Why did these dramatic improvements occur?

America did something right after all, but no one knows about it. Research by ChildTrends, economist Rick Nevin, and we at YouthFacts and the Center on Juvenile and Criminal Justice show teenage behavior trends closely track levels of child poverty and its hazards, like children’s toxic lead exposure. What we mislabel as “adolescent risk” actually results from economic and environmental conditions, not adolescents’ allegedly innate recklessness.

Since the early 1990s, the Earned Income Tax Credit and related government transfers have slashed youth poverty levels by 80% while Environmental Protection Agency regulations reduced lead in children’s blood by 95%. The EITC, EPA, and teens themselves are America’s biggest crime fighters.

Unfortunately, revolutionary improvement and comparative safety threaten the scary image of teenagers interest groups and media need.
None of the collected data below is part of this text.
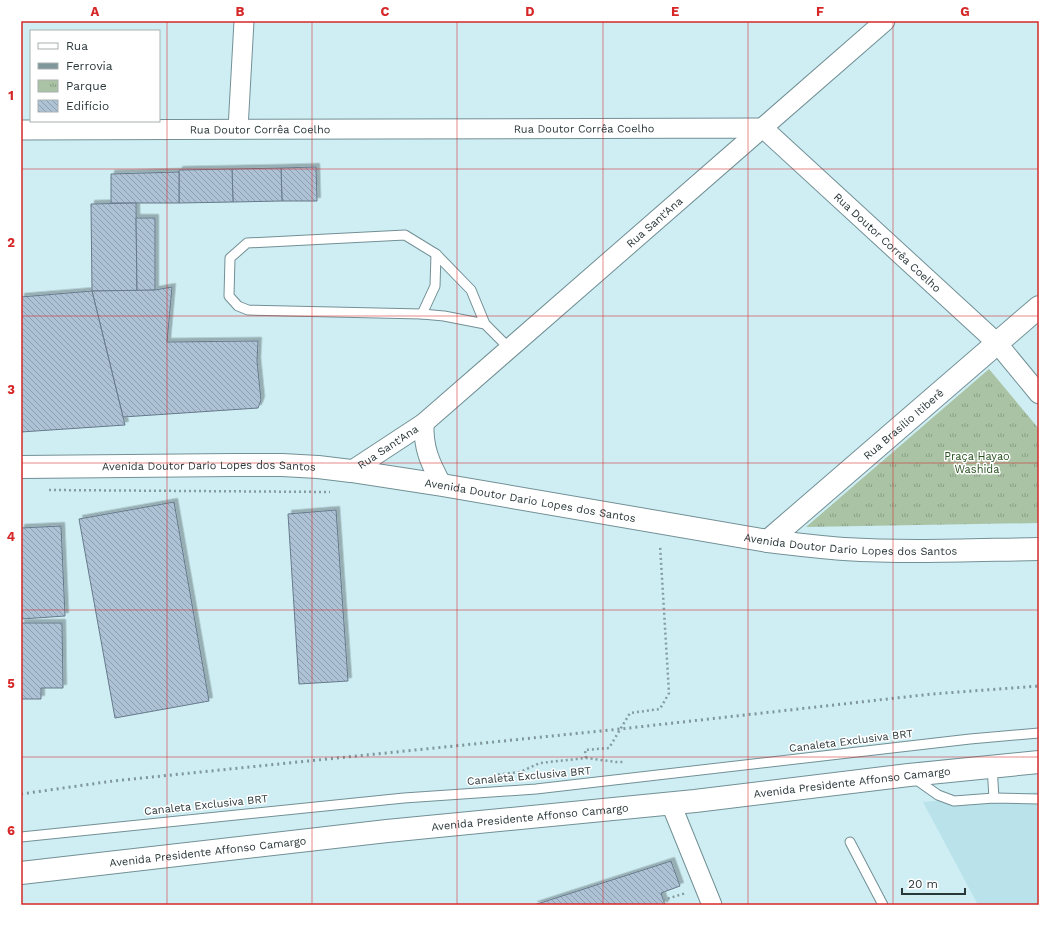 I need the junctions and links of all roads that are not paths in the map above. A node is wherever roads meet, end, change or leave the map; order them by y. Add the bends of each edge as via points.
1 (244, 21) edge
2 (885, 21) edge
3 (762, 128) junction
4 (238, 129) junction
5 (21, 130) edge
6 (436, 254) junction
7 (1039, 307) edge
8 (422, 314) junction
9 (484, 324) junction
10 (997, 343) junction
11 (509, 348) junction
12 (1039, 394) edge
13 (424, 423) junction
14 (21, 468) edge
15 (351, 471) junction
16 (442, 485) junction
17 (768, 541) junction
18 (1039, 549) edge
19 (1039, 733) edge
20 (1039, 762) edge
21 (992, 766) junction
22 (909, 775) junction
23 (994, 798) junction
24 (1039, 799) edge
25 (671, 804) junction
26 (21, 837) edge
27 (850, 842) dead end
28 (21, 873) edge
29 (712, 905) edge
30 (883, 905) edge

1 - 4 street
2 - 3 street, Rua Sant'Ana
3 - 4 street, Rua Doutor Corrêa Coelho
3 - 10 street, Rua Doutor Corrêa Coelho
3 - 11 street, Rua Sant'Ana
4 - 5 street, Rua Doutor Corrêa Coelho
6 - 8 lane via 435,286
6 - 8 lane via 405,235 247,243 230,258 229,296 238,306 248,310
6 - 9 lane via 470,290
7 - 10 main road, Rua Brasílio Itiberê
8 - 9 lane
9 - 11 lane
10 - 12 street, Rua Doutor Corrêa Coelho
10 - 17 main road, Rua Brasílio Itiberê
11 - 13 street, Rua Sant'Ana
13 - 15 street, Rua Sant'Ana
13 - 16 street, Rua Sant'Ana via 426,451
14 - 15 main road, Avenida Doutor Dario Lopes dos Santos via 282,465
15 - 16 main road, Avenida Doutor Dario Lopes dos Santos
16 - 17 main road, Avenida Doutor Dario Lopes dos Santos
17 - 18 main road, Avenida Doutor Dario Lopes dos Santos via 845,549
19 - 26 lane, Canaleta Exclusiva BRT via 536,789 404,798
20 - 21 main road, Avenida Presidente Affonso Camargo
21 - 22 main road, Avenida Presidente Affonso Camargo
21 - 23 lane
22 - 23 lane via 938,795 954,801
22 - 25 main road, Avenida Presidente Affonso Camargo
23 - 24 lane
25 - 28 main road, Avenida Presidente Affonso Camargo via 387,831
25 - 29 street
27 - 30 lane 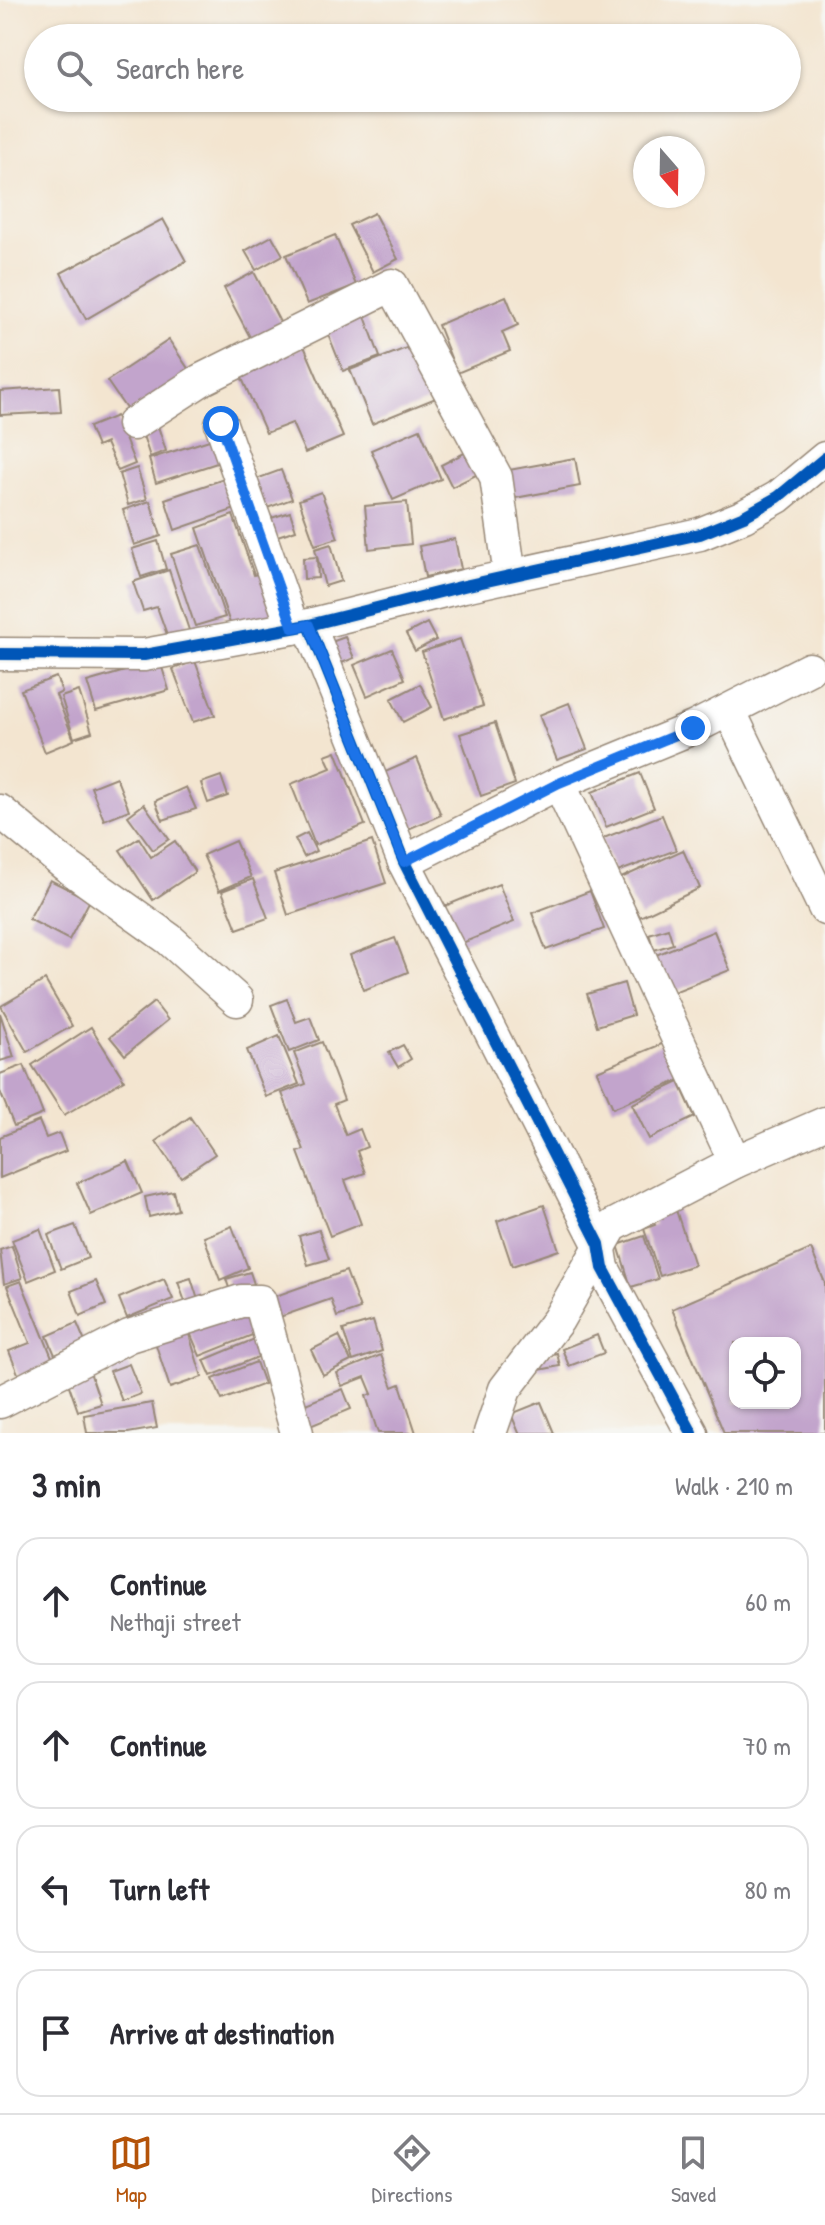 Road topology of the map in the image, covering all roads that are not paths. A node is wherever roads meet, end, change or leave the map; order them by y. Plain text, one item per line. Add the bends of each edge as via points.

The Centers for Disease Control’s latest survey trumpeting a teenage “mental health crisis” finds the proportion of 12-17-year-olds reporting depression and anxiety has risen sharply over the decade. Authorities and media commentators are rushing to blame social media. Several in Congress propose banning younger teens from online platforms.
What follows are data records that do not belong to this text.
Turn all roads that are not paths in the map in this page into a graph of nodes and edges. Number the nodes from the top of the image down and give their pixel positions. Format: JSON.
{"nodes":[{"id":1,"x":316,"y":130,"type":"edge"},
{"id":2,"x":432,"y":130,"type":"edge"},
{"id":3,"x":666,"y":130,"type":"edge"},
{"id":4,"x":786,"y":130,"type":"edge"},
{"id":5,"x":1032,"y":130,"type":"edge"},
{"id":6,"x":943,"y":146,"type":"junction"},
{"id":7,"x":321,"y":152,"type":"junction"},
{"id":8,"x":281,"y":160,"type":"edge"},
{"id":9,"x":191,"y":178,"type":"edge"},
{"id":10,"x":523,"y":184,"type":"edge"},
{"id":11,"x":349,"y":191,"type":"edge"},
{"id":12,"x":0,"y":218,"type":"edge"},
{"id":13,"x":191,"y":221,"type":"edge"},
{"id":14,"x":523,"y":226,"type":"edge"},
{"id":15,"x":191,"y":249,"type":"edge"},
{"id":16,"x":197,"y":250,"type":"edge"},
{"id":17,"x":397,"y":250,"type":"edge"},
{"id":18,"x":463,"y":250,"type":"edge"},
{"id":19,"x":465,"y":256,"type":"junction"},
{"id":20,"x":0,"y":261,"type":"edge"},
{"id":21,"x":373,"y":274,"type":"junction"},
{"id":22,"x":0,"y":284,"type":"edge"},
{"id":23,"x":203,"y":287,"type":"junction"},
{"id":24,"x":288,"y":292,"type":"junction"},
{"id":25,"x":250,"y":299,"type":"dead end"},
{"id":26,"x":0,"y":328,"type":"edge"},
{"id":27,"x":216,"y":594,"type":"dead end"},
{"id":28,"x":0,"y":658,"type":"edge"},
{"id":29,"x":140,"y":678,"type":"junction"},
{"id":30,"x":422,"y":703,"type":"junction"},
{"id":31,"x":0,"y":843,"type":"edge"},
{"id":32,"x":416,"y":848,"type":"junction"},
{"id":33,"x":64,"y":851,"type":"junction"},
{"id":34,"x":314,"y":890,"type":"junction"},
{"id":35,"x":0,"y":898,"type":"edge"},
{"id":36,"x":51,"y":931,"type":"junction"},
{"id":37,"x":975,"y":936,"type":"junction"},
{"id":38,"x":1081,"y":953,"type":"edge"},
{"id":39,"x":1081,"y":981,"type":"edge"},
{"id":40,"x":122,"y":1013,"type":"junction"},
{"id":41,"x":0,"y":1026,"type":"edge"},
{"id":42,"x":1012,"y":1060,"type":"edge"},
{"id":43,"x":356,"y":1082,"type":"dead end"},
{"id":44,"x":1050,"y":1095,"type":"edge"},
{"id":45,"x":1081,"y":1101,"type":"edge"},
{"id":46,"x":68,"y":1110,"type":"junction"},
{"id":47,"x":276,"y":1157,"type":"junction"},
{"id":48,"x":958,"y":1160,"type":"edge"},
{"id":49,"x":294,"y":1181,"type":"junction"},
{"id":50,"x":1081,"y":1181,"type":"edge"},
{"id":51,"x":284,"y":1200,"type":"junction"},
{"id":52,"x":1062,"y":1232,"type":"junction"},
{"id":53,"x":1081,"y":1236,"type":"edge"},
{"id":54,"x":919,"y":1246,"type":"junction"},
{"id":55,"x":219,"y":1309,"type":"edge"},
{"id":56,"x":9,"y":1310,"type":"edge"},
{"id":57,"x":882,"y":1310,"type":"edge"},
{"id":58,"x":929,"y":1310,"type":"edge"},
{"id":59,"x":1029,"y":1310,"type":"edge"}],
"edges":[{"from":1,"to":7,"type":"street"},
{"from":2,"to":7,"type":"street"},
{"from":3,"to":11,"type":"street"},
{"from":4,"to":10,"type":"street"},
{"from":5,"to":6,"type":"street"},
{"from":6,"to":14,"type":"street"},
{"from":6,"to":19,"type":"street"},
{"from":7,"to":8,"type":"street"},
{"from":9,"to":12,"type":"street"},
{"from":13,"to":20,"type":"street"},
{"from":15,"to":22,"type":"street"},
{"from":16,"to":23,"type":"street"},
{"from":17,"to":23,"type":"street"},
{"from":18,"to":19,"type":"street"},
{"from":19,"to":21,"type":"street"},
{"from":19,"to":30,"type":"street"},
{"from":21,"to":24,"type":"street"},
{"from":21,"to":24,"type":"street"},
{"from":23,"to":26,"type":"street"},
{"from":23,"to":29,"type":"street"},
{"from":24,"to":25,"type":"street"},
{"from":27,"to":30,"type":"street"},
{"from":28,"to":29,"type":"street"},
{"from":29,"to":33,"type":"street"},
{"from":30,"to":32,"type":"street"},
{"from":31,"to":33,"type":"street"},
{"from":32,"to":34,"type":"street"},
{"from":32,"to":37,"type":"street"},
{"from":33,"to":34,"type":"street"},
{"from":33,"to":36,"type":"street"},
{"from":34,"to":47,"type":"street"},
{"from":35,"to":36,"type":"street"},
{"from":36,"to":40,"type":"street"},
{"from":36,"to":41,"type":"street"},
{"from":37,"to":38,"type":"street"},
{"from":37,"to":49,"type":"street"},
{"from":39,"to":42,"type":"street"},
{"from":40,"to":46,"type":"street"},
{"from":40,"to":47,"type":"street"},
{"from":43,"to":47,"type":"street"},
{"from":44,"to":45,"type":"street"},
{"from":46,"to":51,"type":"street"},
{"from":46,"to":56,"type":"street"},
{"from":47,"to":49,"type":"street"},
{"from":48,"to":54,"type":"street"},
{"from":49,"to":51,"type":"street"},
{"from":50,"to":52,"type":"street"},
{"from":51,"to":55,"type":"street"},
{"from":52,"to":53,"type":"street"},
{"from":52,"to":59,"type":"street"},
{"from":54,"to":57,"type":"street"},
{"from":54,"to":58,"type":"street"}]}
Bans like that potentially are dangerous. The Pew Research Center’s detailed 2022 study found large majorities of teens saying, “social media gives them some level of connection… reassures them that they have people to support them during tough times, and… makes them feel more accepted.”

It is much more likely that teens are more depressed because their parents are more depressed, suicidal, drug-abusing, and abusive. Adult depression has tripled in recent years. The same CDC survey found the proportions of teens reporting violent and emotional abuses inflicted by household adults have doubled and quadrupled, respectively, since 2014. More than half of teens report emotional abuses by parents, several times more than report bullying at school or online.

More depressed and anxious teenagers – especially LGBT youth, the most bullied by parents – are a normal response to more troubled grownups and oblivious authorities indulging the luxury to evade distressing realities teens cannot escape.

Humbly acknowledging crucial adult contexts and treating teenagers objectively would mean giving up the unwritten rule Americans apparently value more than safety: blaming powerless outgroups for mental illness, suicide, drug addiction, crime, and violence, stigmatized as evidencing weakness and deficient morals. We should eagerly acknowledge and understand this dynamic new generation, not lie about and fear it.